Another alternative is the Daystar Interference Eliminator shown to the right and currently retailing for £/$149. Whilst initially this may seem to be an expensive alternative to the adaptor above it offers several benefits. Firstly the 2 curved surfaces remain closed at all times and as such there is no light leak to reduce contrast of solar images. Secondly the 2 large thumbscrews allow easy 'real time' adjustments for different camera / wavelength / optical configurations. The third aspect which most people over look the significance of is the fact that this works by tilting the camera off normal while keeping the centre of the image sensor stationary, so that focus, framing and vignetting are not changed with tilt. The tilt changes the angle of incidence and optical path lengths inside the optical sensor, mitigating the interference. As with the adaptor above this solution adds about 15mm of additional back focus, and if used with a Barlow lens will result in a slightly higher magnification, which, again, may or may not be an issue for the user. The Daystar Interference Eliminator is the technically best available solution for Newtons Rings, but is also the most expensive, but this is reflected in the quality and effectiveness of the engineering employed. It is available in T-mount and C-mount variations.
A final alternative is the use of a 'wedge prism' or 'Risley' prism. This is an optical piece of glass where the 2 opposite faces are set at an angle rather than being parallel. This has the effect of deviating the beam of light away from the normal axis, so that when it passes through the optical sensor it has a slightly different path length and so the interference effects of Newtons Rings are negated. The wedged face of the prism is the one that needs to face towards the sensor. The prisms are available in a range of wedge angles, usually 2, 4, 6 degree beam deviation angles, with the former 2 being suitable for solar imaging. They are available with broad band optical coating from Thorlabs for the very cost effective price here in the UK for £24. Being 25mm in diameter they are easily adapted to fit in the C-mount nosepiece of a camera, with a variety of retaining rings etc available from Thorlabs to secure these in place. Unlike the 2 tilt adaptors above these add no additional back focus to a setup, with no change in the resultant magnification of Barlow lenses that may be used, which, again, may or may not be of concern to the user. On the down side for this solution the tilt of the system is fixed, unlike the variable option of the 2 options above. Also, unlike the Daystar solution, the tilt is not from the centre of the optical sensor, so, as with the first tilting adaptor, there can be focus issues at the edge of the frame or subtle vignetting. The image at the top of this post was taken with a double stacked PST at ~500mm focal length using a 4 degree tilt Thorlabs wedge prism with a PGR Chameleon 3 USB camera.
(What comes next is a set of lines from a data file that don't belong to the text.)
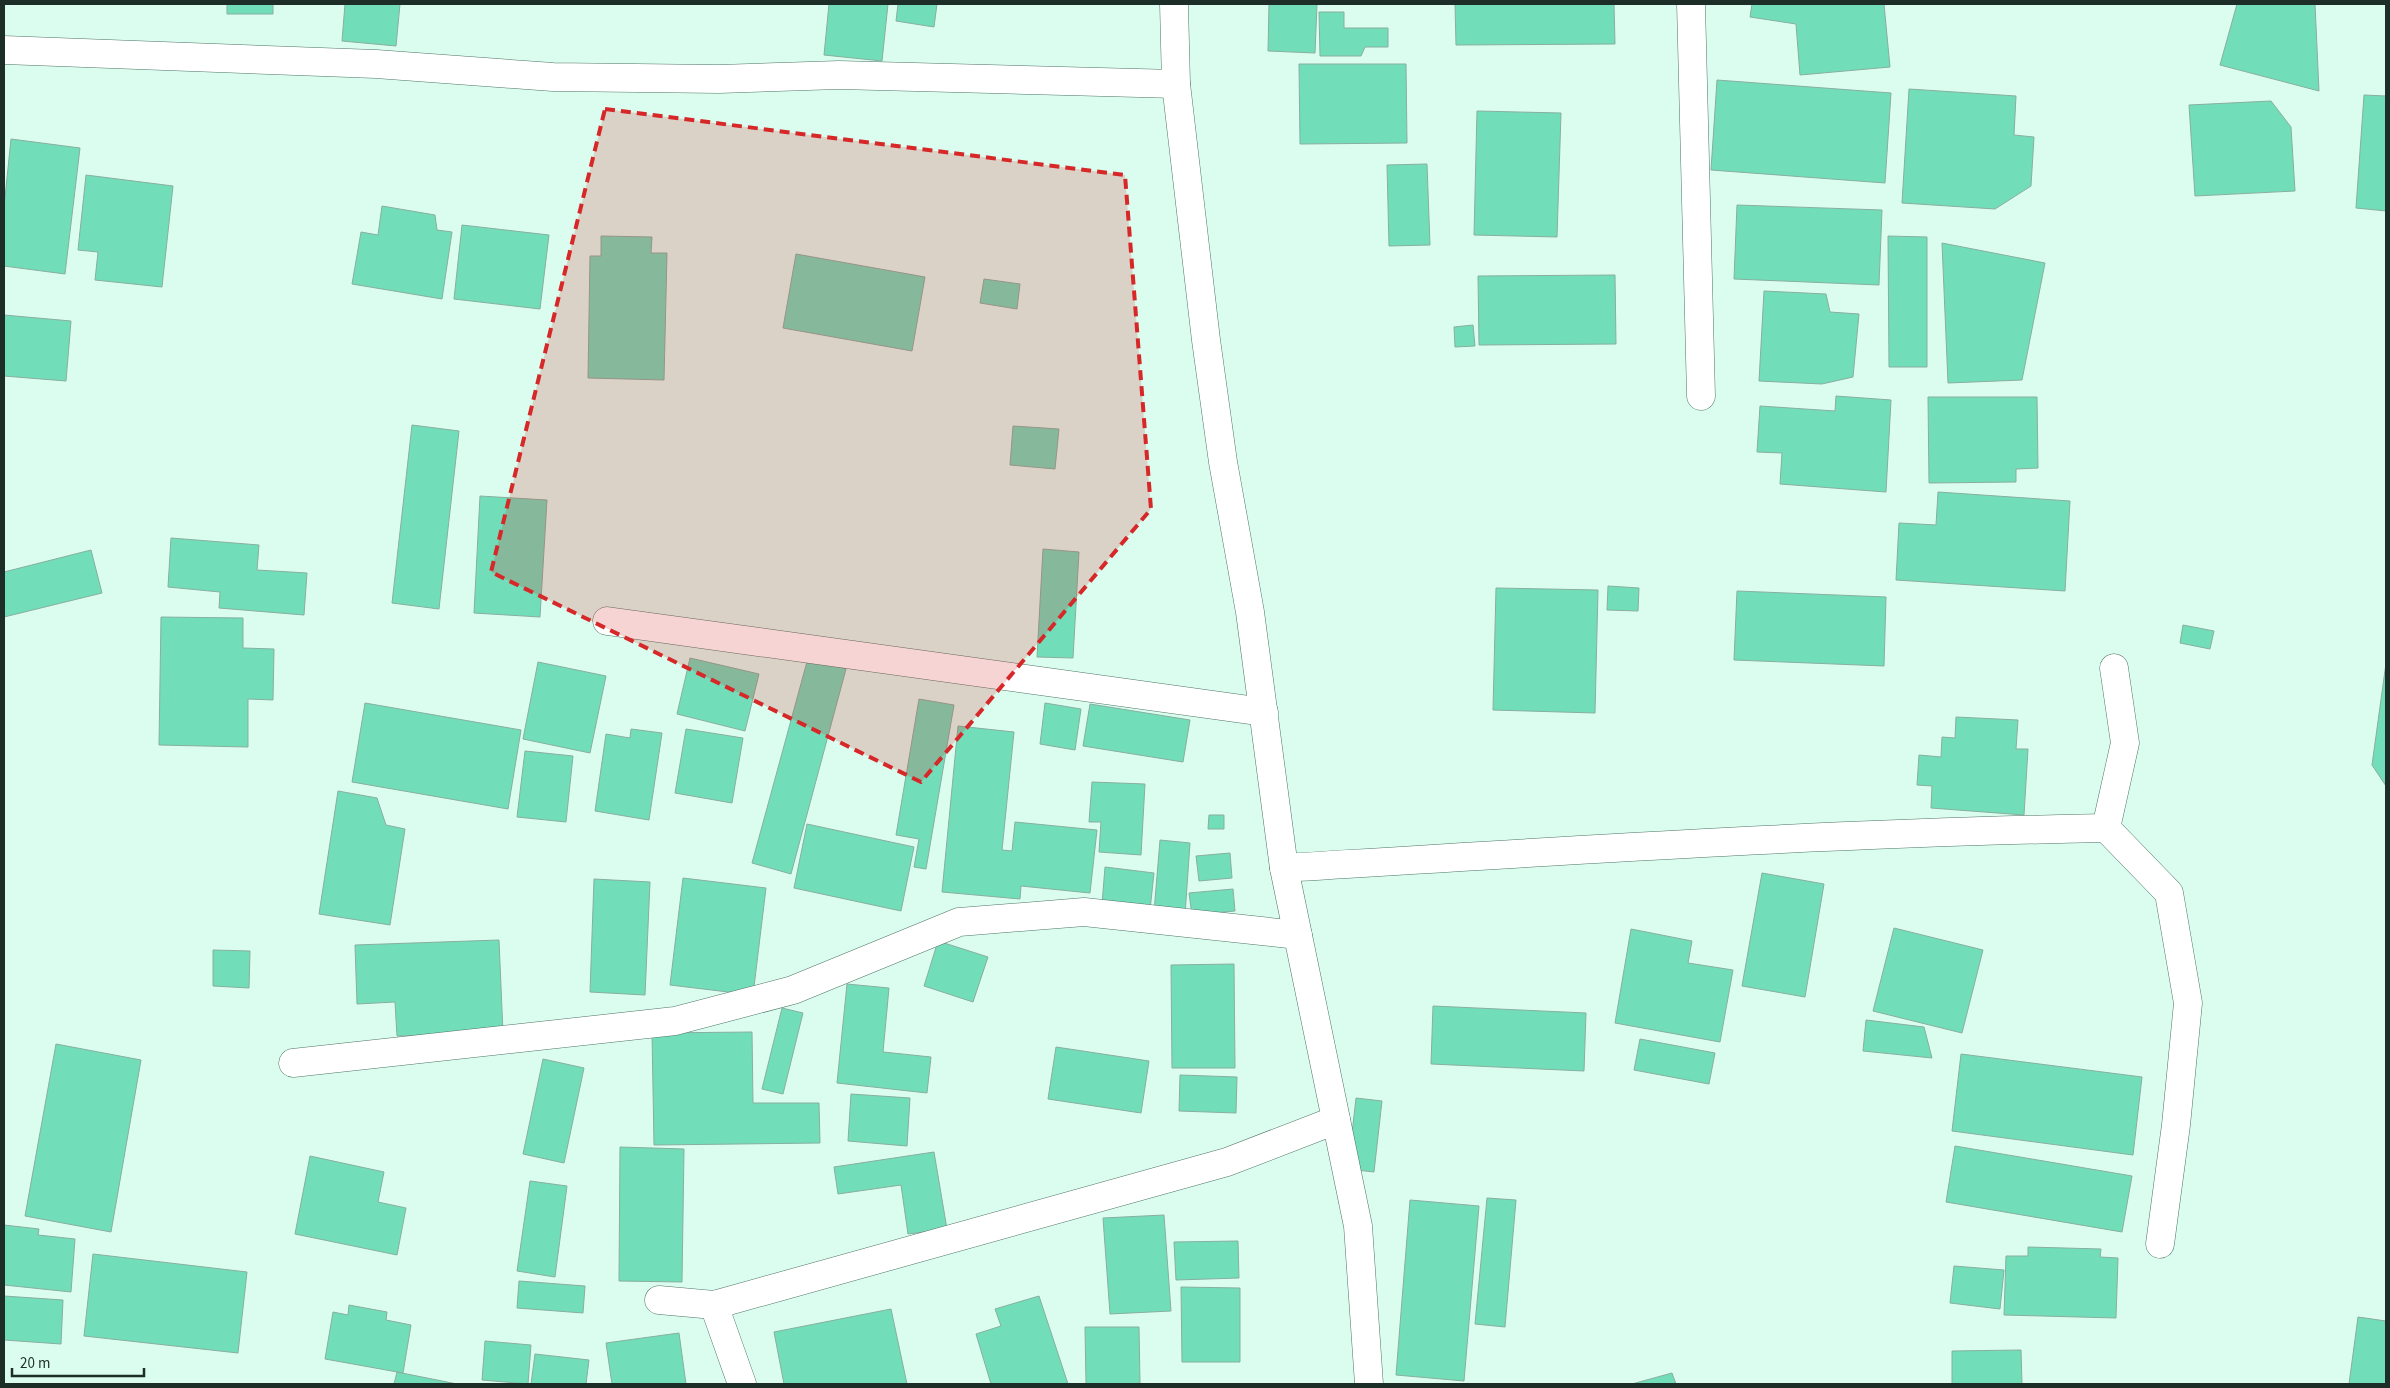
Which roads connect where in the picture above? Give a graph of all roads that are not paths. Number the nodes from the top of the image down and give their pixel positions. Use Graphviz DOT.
graph roads {
  1 [pos="1174,4"];
  2 [pos="1692,4"];
  3 [pos="4,50"];
  4 [pos="4,59"];
  5 [pos="1176,84"];
  6 [pos="1701,396"];
  7 [pos="607,621"];
  8 [pos="2114,668"];
  9 [pos="1264,712"];
  10 [pos="2106,828"];
  11 [pos="1284,868"];
  12 [pos="1298,935"];
  13 [pos="293,1063"];
  14 [pos="1336,1120"];
  15 [pos="2160,1244"];
  16 [pos="659,1300"];
  17 [pos="714,1305"];
  18 [pos="742,1384"];
  19 [pos="1369,1384"];
  1 -- 5 [label="street"];
  2 -- 6 [label="street"];
  3 -- 4 [label="street"];
  3 -- 5 [label="street"];
  5 -- 9 [label="street"];
  7 -- 9 [label="street"];
  8 -- 10 [label="street"];
  9 -- 11 [label="street"];
  10 -- 11 [label="street"];
  10 -- 15 [label="street"];
  11 -- 12 [label="street"];
  12 -- 13 [label="street"];
  12 -- 14 [label="street"];
  14 -- 17 [label="street"];
  14 -- 19 [label="street"];
  16 -- 17 [label="street"];
  17 -- 18 [label="street"];
}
If you look carefully at the full size version of the image you can see the left hand side of the image is softer than the right, a result of the tilt which would not be apparent with the Daystar method.
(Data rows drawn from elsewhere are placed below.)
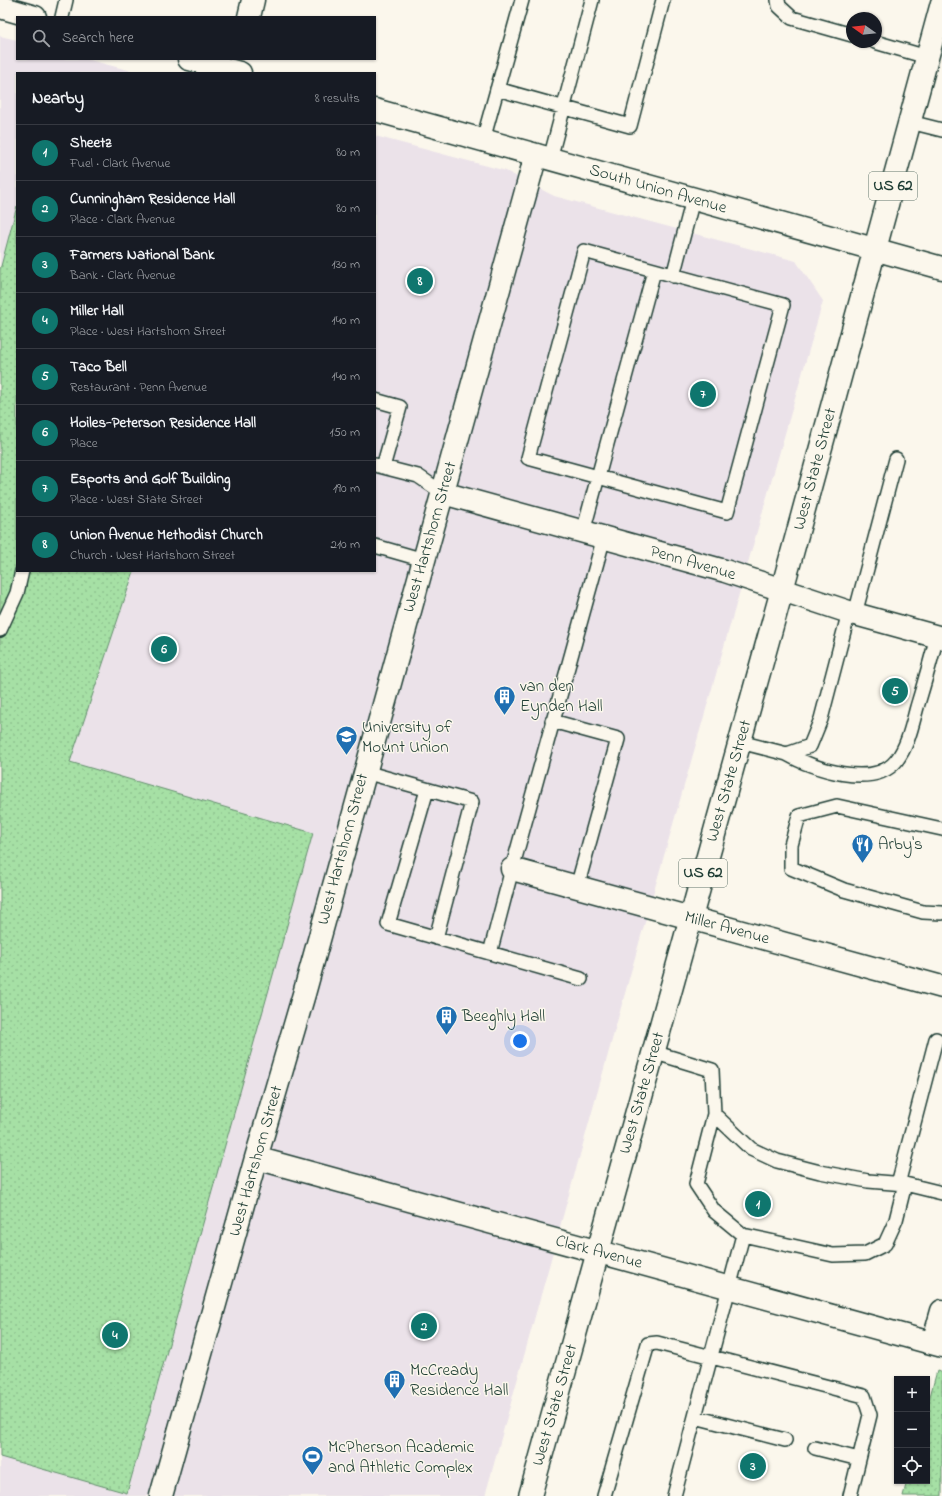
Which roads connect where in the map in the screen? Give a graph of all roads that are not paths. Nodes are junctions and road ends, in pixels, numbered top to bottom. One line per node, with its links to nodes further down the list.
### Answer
1 (66, 0): 10 (lane)
2 (253, 0): 11 (main road)
3 (522, 0): 17 (lane)
4 (592, 0): 18 (lane)
5 (662, 0): 18 (lane)
6 (778, 0): 12 (lane)
7 (942, 3): 14 (main road, US 62)
8 (0, 7): 9 (main road)
9 (32, 16)
10 (62, 16)
11 (249, 16)
12 (846, 33)
13 (882, 44): 14 (lane)
14 (928, 57): 20 (main road, US 62)
15 (193, 60): 16 (main road)
16 (237, 68)
17 (497, 89): 18 (lane); 22 (lane)
18 (563, 108): 23 (lane)
19 (376, 110): 22 (main road, South Union Avenue)
20 (910, 122): 21 (lane); 25 (main road, US 62)
21 (942, 130)
22 (483, 140): 23 (main road, South Union Avenue)
23 (543, 157): 24 (main road, South Union Avenue); 33 (main road, West Hartshorn Street)
24 (692, 199): 25 (main road, South Union Avenue); 28 (lane)
25 (876, 250): 26 (main road, South Union Avenue); 38 (main road, West State Street / US 62)
26 (942, 268)
27 (654, 271): 28 (lane); 32 (lane); 32 (lane)
28 (673, 276): 32 (lane)
29 (376, 400): 31 (lane)
30 (896, 459): 39 (lane)
31 (379, 466): 33 (lane)
32 (598, 477): 34 (lane)
33 (443, 493): 34 (main road, Penn Avenue); 36 (main road, West Hartshorn Street)
34 (594, 534): 38 (main road, Penn Avenue); 42 (lane)
35 (376, 546): 36 (lane)
36 (424, 560): 45 (main road, West Hartshorn Street)
37 (22, 572): 40 (lane)
38 (782, 590): 39 (main road, Penn Avenue); 43 (main road, West State Street / US 62)
39 (852, 613): 41 (main road, Penn Avenue); 44 (lane)
40 (0, 630)
41 (940, 637): 44 (lane)
42 (552, 721): 48 (lane); 49 (lane)
43 (740, 742): 44 (lane); 51 (main road, West State Street / US 62)
44 (787, 754)
45 (365, 772): 46 (lane); 59 (main road, West Hartshorn Street)
46 (427, 790): 52 (lane); 52 (lane)
47 (942, 829): 50 (lane)
48 (512, 869): 49 (main road, Miller Avenue); 53 (lane)
49 (577, 887): 51 (main road, Miller Avenue)
50 (942, 913)
51 (691, 918): 55 (main road, Miller Avenue); 57 (main road, West State Street / US 62)
52 (436, 938): 53 (lane)
53 (490, 953): 54 (lane)
54 (581, 979)
55 (942, 987)
56 (936, 1039): 60 (lane)
57 (653, 1052): 58 (lane); 63 (main road, West State Street / US 62)
58 (714, 1114): 60 (lane); 62 (lane)
59 (256, 1158): 63 (main road, Clark Avenue); 72 (main road, West Hartshorn Street)
60 (901, 1184): 61 (lane); 62 (lane)
61 (942, 1193)
62 (743, 1235): 64 (lane)
63 (598, 1252): 64 (main road, Clark Avenue); 73 (main road, West State Street / US 62)
64 (730, 1288): 66 (main road, Clark Avenue); 67 (lane)
65 (942, 1311): 66 (main road)
66 (937, 1344)
67 (711, 1358): 68 (lane); 71 (lane); 74 (lane)
68 (695, 1417): 69 (lane); 75 (lane)
69 (785, 1440)
70 (815, 1448): 71 (lane)
71 (859, 1459): 76 (lane)
72 (161, 1496)
73 (530, 1496)
74 (604, 1496)
75 (674, 1496)
76 (850, 1496)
Other alternatives that have been used with some success are the use of atmospheric dispersion correctors, however these are expensive and add a considerable amount of back focus. If the 1.25" - C mount adaptor you own is made of plastic, cross threading this to fit into the camera nosepiece to introduce tilt is an option, but with the usual caveat of focus gradients across the image and also potential vignetting.
To sum up; Newtons rings is a problem that will always be with solar imagers, however as can be seen above there are a number of solutions. By far the best method is the Daystar Interference Eliminator, but this is also the costliest, but for the serious solar imager cost should not be the deciding factor. For those not wanting to spend any money flat fielding can be effective within reason and limitations. For those wanting to spend some money, but not prepared to pay the premium of the Daystar route, for me, the wedge prism followed by the 'standard' tilt adaptor are the options to follow.